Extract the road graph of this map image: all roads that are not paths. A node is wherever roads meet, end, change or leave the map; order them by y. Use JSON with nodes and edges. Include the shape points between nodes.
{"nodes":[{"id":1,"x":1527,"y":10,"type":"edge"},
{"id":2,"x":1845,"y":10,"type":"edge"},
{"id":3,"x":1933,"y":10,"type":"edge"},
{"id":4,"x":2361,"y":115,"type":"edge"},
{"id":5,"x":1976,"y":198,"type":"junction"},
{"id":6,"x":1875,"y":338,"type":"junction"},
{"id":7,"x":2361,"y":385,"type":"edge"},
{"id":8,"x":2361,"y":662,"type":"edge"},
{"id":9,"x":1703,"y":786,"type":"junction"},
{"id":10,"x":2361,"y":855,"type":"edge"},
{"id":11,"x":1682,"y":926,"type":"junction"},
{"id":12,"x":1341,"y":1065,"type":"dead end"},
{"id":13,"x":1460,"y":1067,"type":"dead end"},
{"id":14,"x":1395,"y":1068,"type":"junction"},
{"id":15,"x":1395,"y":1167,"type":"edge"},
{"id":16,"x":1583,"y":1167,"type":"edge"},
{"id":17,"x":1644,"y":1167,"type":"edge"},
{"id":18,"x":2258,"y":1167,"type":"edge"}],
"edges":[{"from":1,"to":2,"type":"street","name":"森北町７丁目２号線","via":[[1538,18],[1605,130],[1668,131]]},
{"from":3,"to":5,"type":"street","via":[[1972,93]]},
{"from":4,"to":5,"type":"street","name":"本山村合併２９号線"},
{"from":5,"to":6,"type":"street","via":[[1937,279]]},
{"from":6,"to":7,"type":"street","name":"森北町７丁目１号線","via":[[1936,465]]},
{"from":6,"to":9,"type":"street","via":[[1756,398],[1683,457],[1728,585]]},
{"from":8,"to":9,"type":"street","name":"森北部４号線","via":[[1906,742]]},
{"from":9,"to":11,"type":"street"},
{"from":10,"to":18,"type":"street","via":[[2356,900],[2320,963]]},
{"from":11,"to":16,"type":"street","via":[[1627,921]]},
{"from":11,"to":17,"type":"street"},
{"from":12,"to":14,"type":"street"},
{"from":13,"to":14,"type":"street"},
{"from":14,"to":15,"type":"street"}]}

-------------------------

Instructions for the task - The records shown above must be returned in full, exactly as written.

Written response -
Extract the road graph of this map image: all roads that are not paths. A node is wherever roads meet, end, change or leave the map; order them by y. Use JSON with nodes and edges. Include the shape points between nodes.
{"nodes":[{"id":1,"x":1527,"y":10,"type":"edge"},
{"id":2,"x":1845,"y":10,"type":"edge"},
{"id":3,"x":1933,"y":10,"type":"edge"},
{"id":4,"x":2361,"y":115,"type":"edge"},
{"id":5,"x":1976,"y":198,"type":"junction"},
{"id":6,"x":1875,"y":338,"type":"junction"},
{"id":7,"x":2361,"y":385,"type":"edge"},
{"id":8,"x":2361,"y":662,"type":"edge"},
{"id":9,"x":1703,"y":786,"type":"junction"},
{"id":10,"x":2361,"y":855,"type":"edge"},
{"id":11,"x":1682,"y":926,"type":"junction"},
{"id":12,"x":1341,"y":1065,"type":"dead end"},
{"id":13,"x":1460,"y":1067,"type":"dead end"},
{"id":14,"x":1395,"y":1068,"type":"junction"},
{"id":15,"x":1395,"y":1167,"type":"edge"},
{"id":16,"x":1583,"y":1167,"type":"edge"},
{"id":17,"x":1644,"y":1167,"type":"edge"},
{"id":18,"x":2258,"y":1167,"type":"edge"}],
"edges":[{"from":1,"to":2,"type":"street","name":"森北町７丁目２号線","via":[[1538,18],[1605,130],[1668,131]]},
{"from":3,"to":5,"type":"street","via":[[1972,93]]},
{"from":4,"to":5,"type":"street","name":"本山村合併２９号線"},
{"from":5,"to":6,"type":"street","via":[[1937,279]]},
{"from":6,"to":7,"type":"street","name":"森北町７丁目１号線","via":[[1936,465]]},
{"from":6,"to":9,"type":"street","via":[[1756,398],[1683,457],[1728,585]]},
{"from":8,"to":9,"type":"street","name":"森北部４号線","via":[[1906,742]]},
{"from":9,"to":11,"type":"street"},
{"from":10,"to":18,"type":"street","via":[[2356,900],[2320,963]]},
{"from":11,"to":16,"type":"street","via":[[1627,921]]},
{"from":11,"to":17,"type":"street"},
{"from":12,"to":14,"type":"street"},
{"from":13,"to":14,"type":"street"},
{"from":14,"to":15,"type":"street"}]}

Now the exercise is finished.